Collected data entries:
┌──
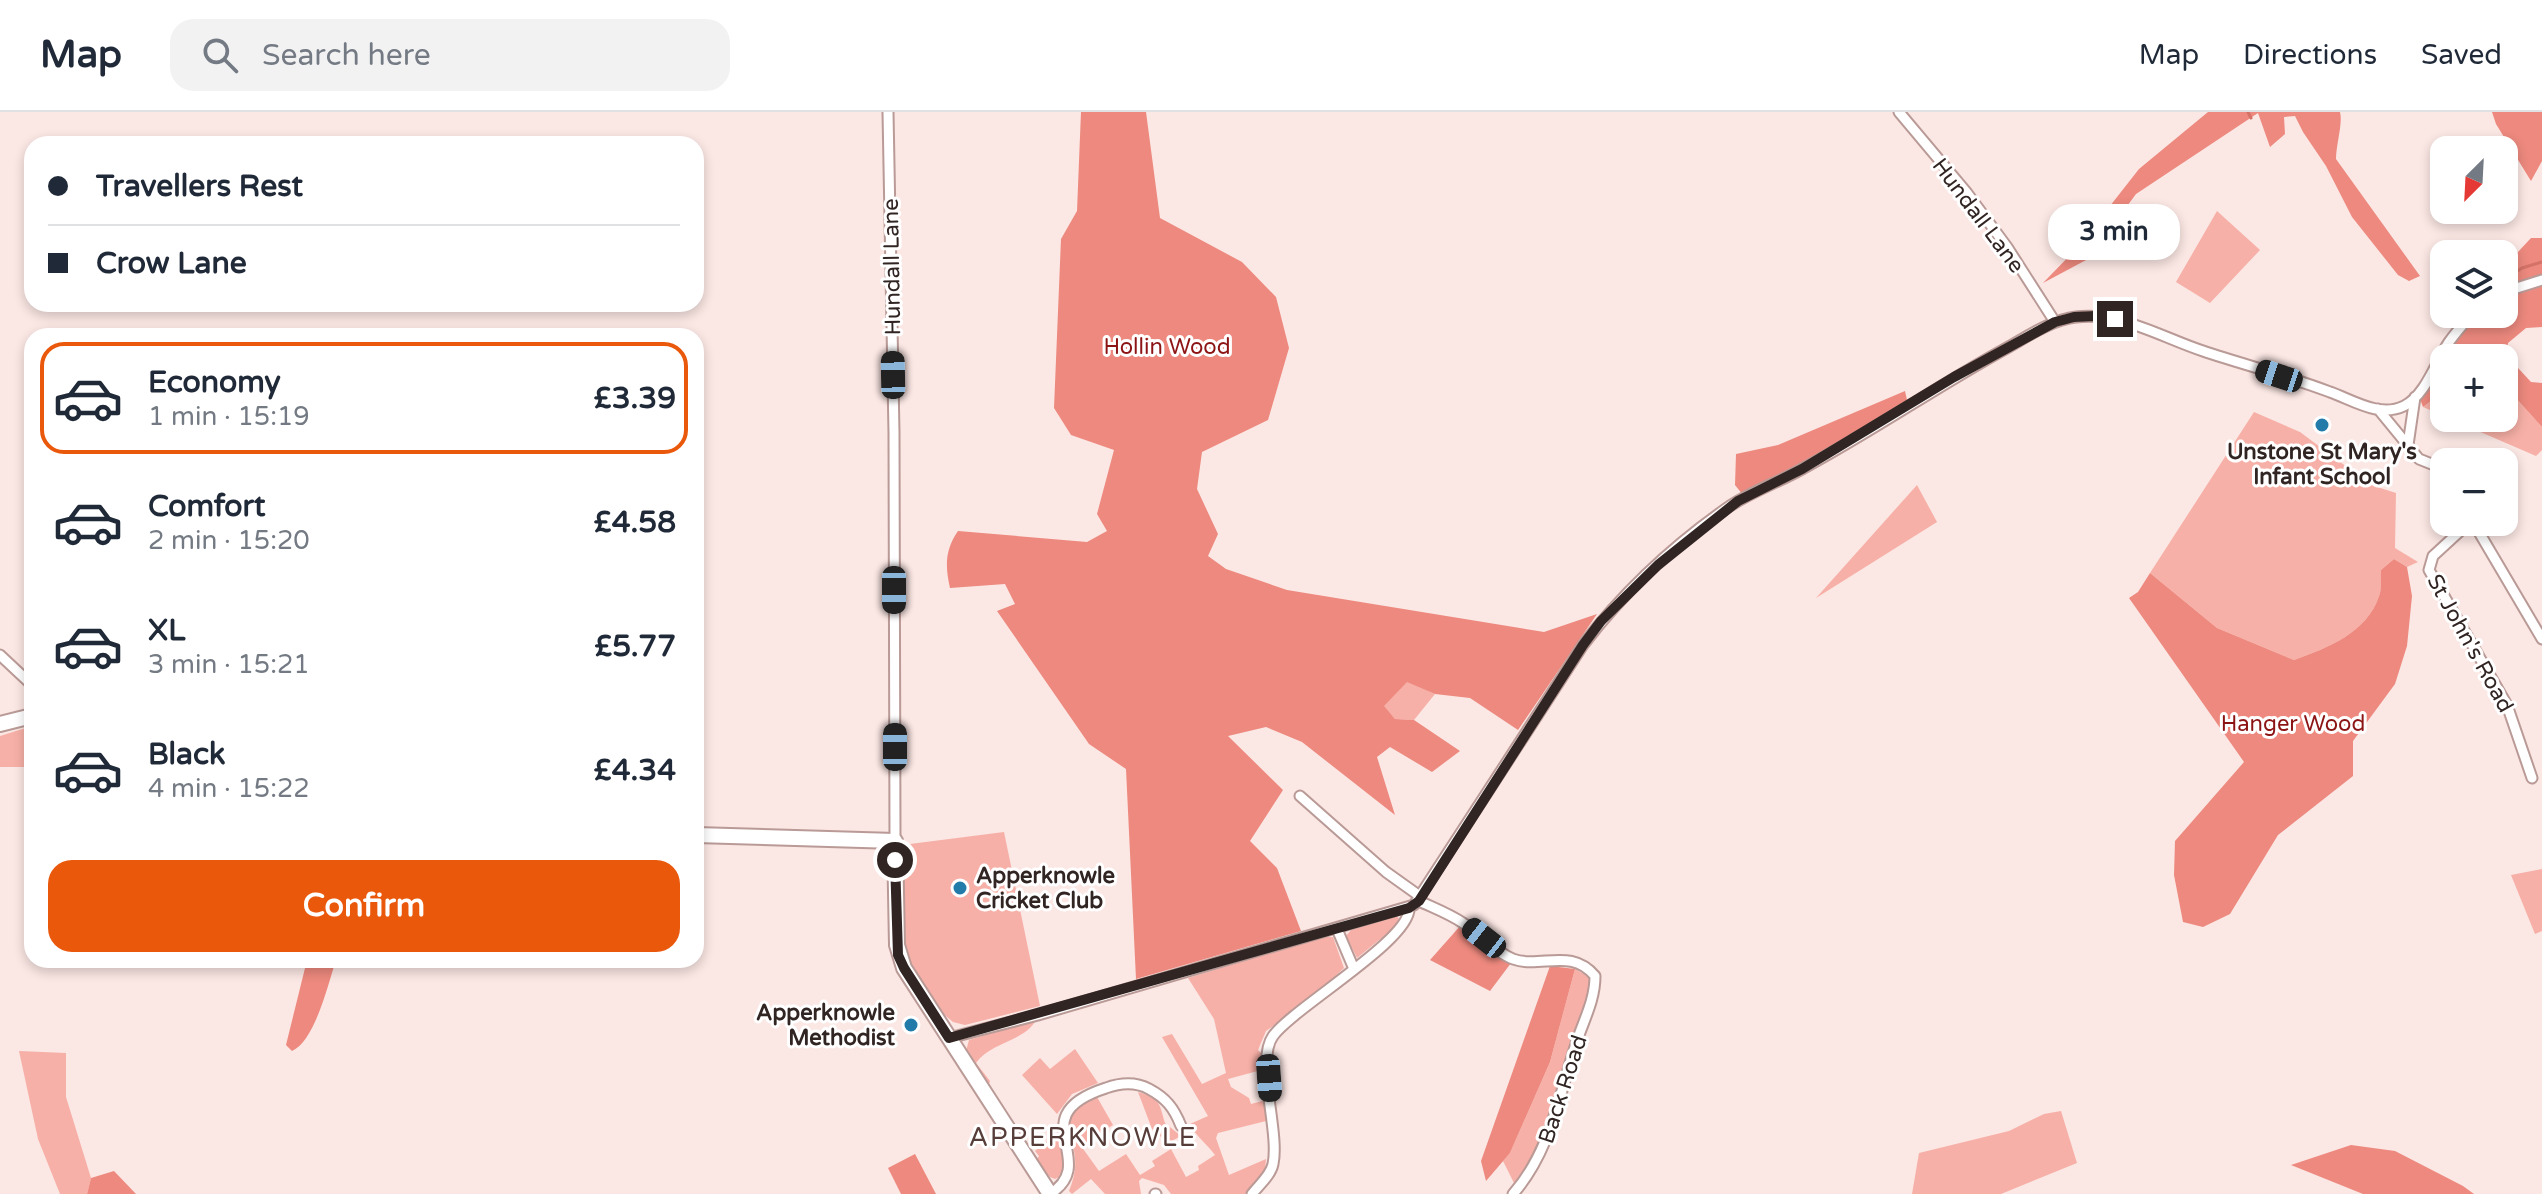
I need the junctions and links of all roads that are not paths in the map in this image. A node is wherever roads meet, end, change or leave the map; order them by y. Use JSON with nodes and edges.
{"nodes":[{"id":1,"x":888,"y":112,"type":"edge"},
{"id":2,"x":1899,"y":112,"type":"edge"},
{"id":3,"x":2542,"y":280,"type":"edge"},
{"id":4,"x":2518,"y":288,"type":"edge"},
{"id":5,"x":2055,"y":322,"type":"junction"},
{"id":6,"x":2460,"y":328,"type":"edge"},
{"id":7,"x":2415,"y":396,"type":"junction"},
{"id":8,"x":2378,"y":409,"type":"junction"},
{"id":9,"x":2408,"y":445,"type":"junction"},
{"id":10,"x":2430,"y":463,"type":"edge"},
{"id":11,"x":2455,"y":536,"type":"edge"},
{"id":12,"x":2479,"y":536,"type":"edge"},
{"id":13,"x":2542,"y":639,"type":"edge"},
{"id":14,"x":0,"y":655,"type":"edge"},
{"id":15,"x":24,"y":678,"type":"edge"},
{"id":16,"x":24,"y":718,"type":"edge"},
{"id":17,"x":0,"y":724,"type":"edge"},
{"id":18,"x":2532,"y":778,"type":"dead end"},
{"id":19,"x":1300,"y":796,"type":"dead end"},
{"id":20,"x":704,"y":835,"type":"edge"},
{"id":21,"x":895,"y":841,"type":"junction"},
{"id":22,"x":1420,"y":899,"type":"junction"},
{"id":23,"x":1409,"y":908,"type":"junction"},
{"id":24,"x":1337,"y":929,"type":"junction"},
{"id":25,"x":1354,"y":969,"type":"junction"},
{"id":26,"x":949,"y":1038,"type":"junction"},
{"id":27,"x":1176,"y":1122,"type":"dead end"},
{"id":28,"x":1046,"y":1193,"type":"edge"},
{"id":29,"x":1252,"y":1194,"type":"edge"},
{"id":30,"x":1513,"y":1194,"type":"edge"}],
"edges":[{"from":1,"to":21,"type":"street","name":"Hundall Lane"},
{"from":2,"to":5,"type":"street","name":"Hundall Lane"},
{"from":3,"to":4,"type":"street"},
{"from":5,"to":8,"type":"street"},
{"from":5,"to":22,"type":"street"},
{"from":6,"to":7,"type":"street"},
{"from":7,"to":8,"type":"street"},
{"from":7,"to":9,"type":"street"},
{"from":8,"to":9,"type":"street"},
{"from":9,"to":10,"type":"street"},
{"from":11,"to":18,"type":"street","name":"St John's Road"},
{"from":12,"to":13,"type":"street","name":"St John's Road"},
{"from":14,"to":15,"type":"street"},
{"from":16,"to":17,"type":"street"},
{"from":19,"to":22,"type":"street"},
{"from":20,"to":21,"type":"street"},
{"from":21,"to":26,"type":"street","name":"Hundall Lane"},
{"from":22,"to":23,"type":"street"},
{"from":22,"to":30,"type":"street","name":"Back Road"},
{"from":23,"to":24,"type":"street"},
{"from":23,"to":25,"type":"street"},
{"from":24,"to":25,"type":"street"},
{"from":24,"to":26,"type":"street"},
{"from":25,"to":29,"type":"street"},
{"from":26,"to":28,"type":"street","name":"Hundall Lane"},
{"from":27,"to":28,"type":"street"}]}
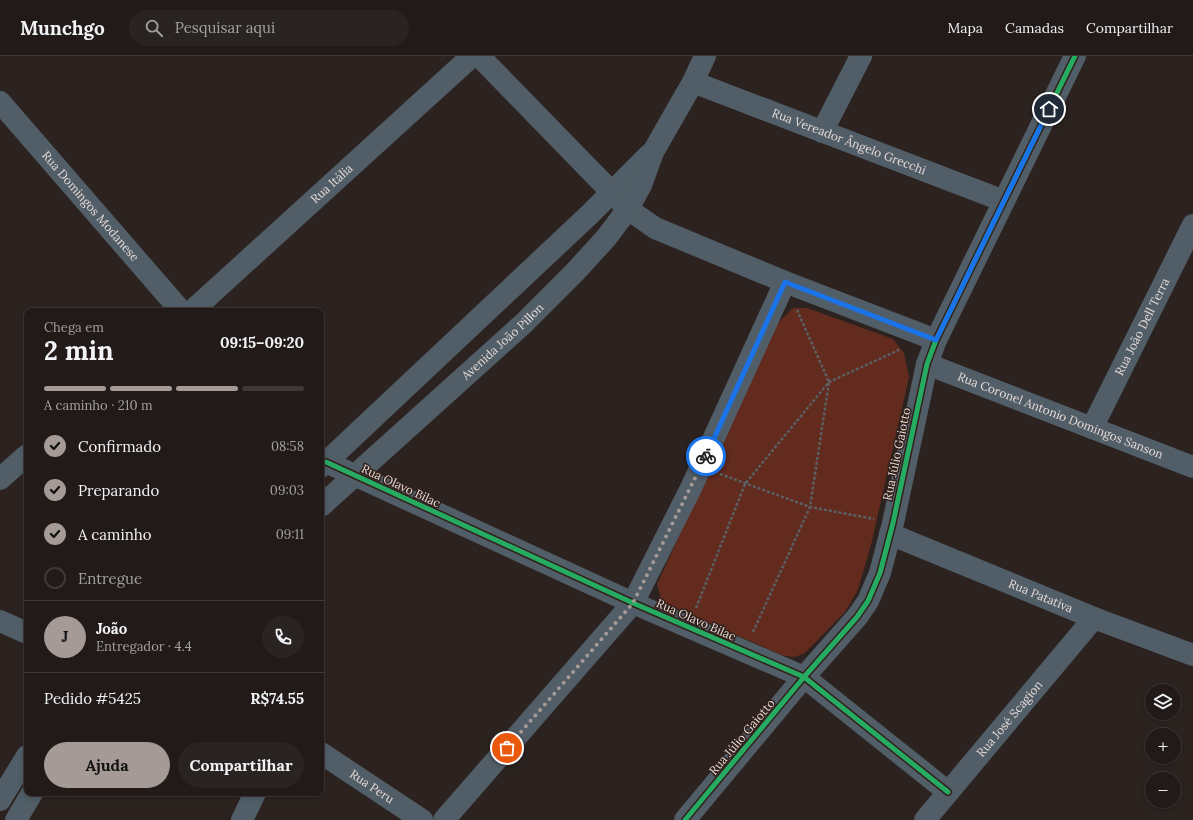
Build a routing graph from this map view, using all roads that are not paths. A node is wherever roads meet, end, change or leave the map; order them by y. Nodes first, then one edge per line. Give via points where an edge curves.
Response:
1 (472, 56) edge
2 (479, 56) edge
3 (705, 56) edge
4 (861, 56) edge
5 (1075, 56) edge
6 (693, 82) junction
7 (0, 102) edge
8 (822, 132) junction
9 (653, 152) junction
10 (611, 192) junction
11 (1004, 201) junction
12 (628, 209) junction
13 (1193, 225) edge
14 (785, 282) junction
15 (178, 308) edge
16 (195, 308) edge
17 (932, 338) junction
18 (928, 364) junction
19 (1092, 428) junction
20 (24, 458) edge
21 (324, 464) edge
22 (324, 465) edge
23 (1193, 467) edge
24 (355, 475) junction
25 (0, 479) edge
26 (324, 503) edge
27 (891, 528) junction
28 (633, 603) junction
29 (1094, 618) junction
30 (0, 620) edge
31 (24, 632) edge
32 (1192, 652) edge
33 (804, 677) junction
34 (324, 756) edge
35 (24, 761) edge
36 (948, 792) junction
37 (30, 796) edge
38 (254, 796) edge
39 (0, 800) edge
40 (16, 820) edge
41 (242, 820) edge
42 (422, 820) edge
43 (444, 820) edge
44 (685, 820) edge
45 (925, 820) edge

1 - 16 street, Rua Itália
2 - 10 street
3 - 6 main road, Avenida João Pillon
4 - 8 street
5 - 11 street, Rua Júlio Gaiotto
6 - 8 street, Rua Vereador Ângelo Grecchi
6 - 9 main road, Avenida João Pillon
7 - 15 street, Rua Domingos Modanese
8 - 11 street, Rua Vereador Ângelo Grecchi
9 - 10 main road, Avenida João Pillon
9 - 12 main road, Avenida João Pillon via 641,185
10 - 12 street
10 - 21 main road, Avenida João Pillon
11 - 17 street, Rua Júlio Gaiotto
12 - 14 street via 655,228
12 - 24 main road, Avenida João Pillon via 575,272 524,323
13 - 19 street, Rua João Dell Terra
14 - 17 street
14 - 28 street via 701,466
17 - 18 street, Rua Júlio Gaiotto
18 - 19 street, Rua Coronel Antonio Domingos Sanson
18 - 27 street, Rua Júlio Gaiotto
19 - 23 street, Rua Coronel Antonio Domingos Sanson
20 - 25 street
22 - 24 street, Rua Olavo Bilac
24 - 26 main road, Avenida João Pillon
24 - 28 street, Rua Olavo Bilac
27 - 29 street, Rua Patativa
27 - 33 street, Rua Júlio Gaiotto via 880,573 868,601
28 - 33 street, Rua Olavo Bilac
28 - 43 street
29 - 32 street, Rua Patativa
29 - 36 street, Rua José Scagion
30 - 31 street
33 - 36 street, Rua Olavo Bilac
33 - 44 street, Rua Júlio Gaiotto
34 - 42 street, Rua Peru
35 - 39 main road
36 - 45 street, Rua José Scagion
37 - 40 main road
38 - 41 street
└──
— Problem to solve —
All of the data above must be printed exactly, minus its pictures.

— Response for this exercise —
I need the junctions and links of all roads that are not paths in the map in this image. A node is wherever roads meet, end, change or leave the map; order them by y. Use JSON with nodes and edges.
{"nodes":[{"id":1,"x":888,"y":112,"type":"edge"},
{"id":2,"x":1899,"y":112,"type":"edge"},
{"id":3,"x":2542,"y":280,"type":"edge"},
{"id":4,"x":2518,"y":288,"type":"edge"},
{"id":5,"x":2055,"y":322,"type":"junction"},
{"id":6,"x":2460,"y":328,"type":"edge"},
{"id":7,"x":2415,"y":396,"type":"junction"},
{"id":8,"x":2378,"y":409,"type":"junction"},
{"id":9,"x":2408,"y":445,"type":"junction"},
{"id":10,"x":2430,"y":463,"type":"edge"},
{"id":11,"x":2455,"y":536,"type":"edge"},
{"id":12,"x":2479,"y":536,"type":"edge"},
{"id":13,"x":2542,"y":639,"type":"edge"},
{"id":14,"x":0,"y":655,"type":"edge"},
{"id":15,"x":24,"y":678,"type":"edge"},
{"id":16,"x":24,"y":718,"type":"edge"},
{"id":17,"x":0,"y":724,"type":"edge"},
{"id":18,"x":2532,"y":778,"type":"dead end"},
{"id":19,"x":1300,"y":796,"type":"dead end"},
{"id":20,"x":704,"y":835,"type":"edge"},
{"id":21,"x":895,"y":841,"type":"junction"},
{"id":22,"x":1420,"y":899,"type":"junction"},
{"id":23,"x":1409,"y":908,"type":"junction"},
{"id":24,"x":1337,"y":929,"type":"junction"},
{"id":25,"x":1354,"y":969,"type":"junction"},
{"id":26,"x":949,"y":1038,"type":"junction"},
{"id":27,"x":1176,"y":1122,"type":"dead end"},
{"id":28,"x":1046,"y":1193,"type":"edge"},
{"id":29,"x":1252,"y":1194,"type":"edge"},
{"id":30,"x":1513,"y":1194,"type":"edge"}],
"edges":[{"from":1,"to":21,"type":"street","name":"Hundall Lane"},
{"from":2,"to":5,"type":"street","name":"Hundall Lane"},
{"from":3,"to":4,"type":"street"},
{"from":5,"to":8,"type":"street"},
{"from":5,"to":22,"type":"street"},
{"from":6,"to":7,"type":"street"},
{"from":7,"to":8,"type":"street"},
{"from":7,"to":9,"type":"street"},
{"from":8,"to":9,"type":"street"},
{"from":9,"to":10,"type":"street"},
{"from":11,"to":18,"type":"street","name":"St John's Road"},
{"from":12,"to":13,"type":"street","name":"St John's Road"},
{"from":14,"to":15,"type":"street"},
{"from":16,"to":17,"type":"street"},
{"from":19,"to":22,"type":"street"},
{"from":20,"to":21,"type":"street"},
{"from":21,"to":26,"type":"street","name":"Hundall Lane"},
{"from":22,"to":23,"type":"street"},
{"from":22,"to":30,"type":"street","name":"Back Road"},
{"from":23,"to":24,"type":"street"},
{"from":23,"to":25,"type":"street"},
{"from":24,"to":25,"type":"street"},
{"from":24,"to":26,"type":"street"},
{"from":25,"to":29,"type":"street"},
{"from":26,"to":28,"type":"street","name":"Hundall Lane"},
{"from":27,"to":28,"type":"street"}]}
Build a routing graph from this map view, using all roads that are not paths. A node is wherever roads meet, end, change or leave the map; order them by y. Nodes first, then one edge per line. Give via points where an edge curves.
Response:
1 (472, 56) edge
2 (479, 56) edge
3 (705, 56) edge
4 (861, 56) edge
5 (1075, 56) edge
6 (693, 82) junction
7 (0, 102) edge
8 (822, 132) junction
9 (653, 152) junction
10 (611, 192) junction
11 (1004, 201) junction
12 (628, 209) junction
13 (1193, 225) edge
14 (785, 282) junction
15 (178, 308) edge
16 (195, 308) edge
17 (932, 338) junction
18 (928, 364) junction
19 (1092, 428) junction
20 (24, 458) edge
21 (324, 464) edge
22 (324, 465) edge
23 (1193, 467) edge
24 (355, 475) junction
25 (0, 479) edge
26 (324, 503) edge
27 (891, 528) junction
28 (633, 603) junction
29 (1094, 618) junction
30 (0, 620) edge
31 (24, 632) edge
32 (1192, 652) edge
33 (804, 677) junction
34 (324, 756) edge
35 (24, 761) edge
36 (948, 792) junction
37 (30, 796) edge
38 (254, 796) edge
39 (0, 800) edge
40 (16, 820) edge
41 (242, 820) edge
42 (422, 820) edge
43 (444, 820) edge
44 (685, 820) edge
45 (925, 820) edge

1 - 16 street, Rua Itália
2 - 10 street
3 - 6 main road, Avenida João Pillon
4 - 8 street
5 - 11 street, Rua Júlio Gaiotto
6 - 8 street, Rua Vereador Ângelo Grecchi
6 - 9 main road, Avenida João Pillon
7 - 15 street, Rua Domingos Modanese
8 - 11 street, Rua Vereador Ângelo Grecchi
9 - 10 main road, Avenida João Pillon
9 - 12 main road, Avenida João Pillon via 641,185
10 - 12 street
10 - 21 main road, Avenida João Pillon
11 - 17 street, Rua Júlio Gaiotto
12 - 14 street via 655,228
12 - 24 main road, Avenida João Pillon via 575,272 524,323
13 - 19 street, Rua João Dell Terra
14 - 17 street
14 - 28 street via 701,466
17 - 18 street, Rua Júlio Gaiotto
18 - 19 street, Rua Coronel Antonio Domingos Sanson
18 - 27 street, Rua Júlio Gaiotto
19 - 23 street, Rua Coronel Antonio Domingos Sanson
20 - 25 street
22 - 24 street, Rua Olavo Bilac
24 - 26 main road, Avenida João Pillon
24 - 28 street, Rua Olavo Bilac
27 - 29 street, Rua Patativa
27 - 33 street, Rua Júlio Gaiotto via 880,573 868,601
28 - 33 street, Rua Olavo Bilac
28 - 43 street
29 - 32 street, Rua Patativa
29 - 36 street, Rua José Scagion
30 - 31 street
33 - 36 street, Rua Olavo Bilac
33 - 44 street, Rua Júlio Gaiotto
34 - 42 street, Rua Peru
35 - 39 main road
36 - 45 street, Rua José Scagion
37 - 40 main road
38 - 41 street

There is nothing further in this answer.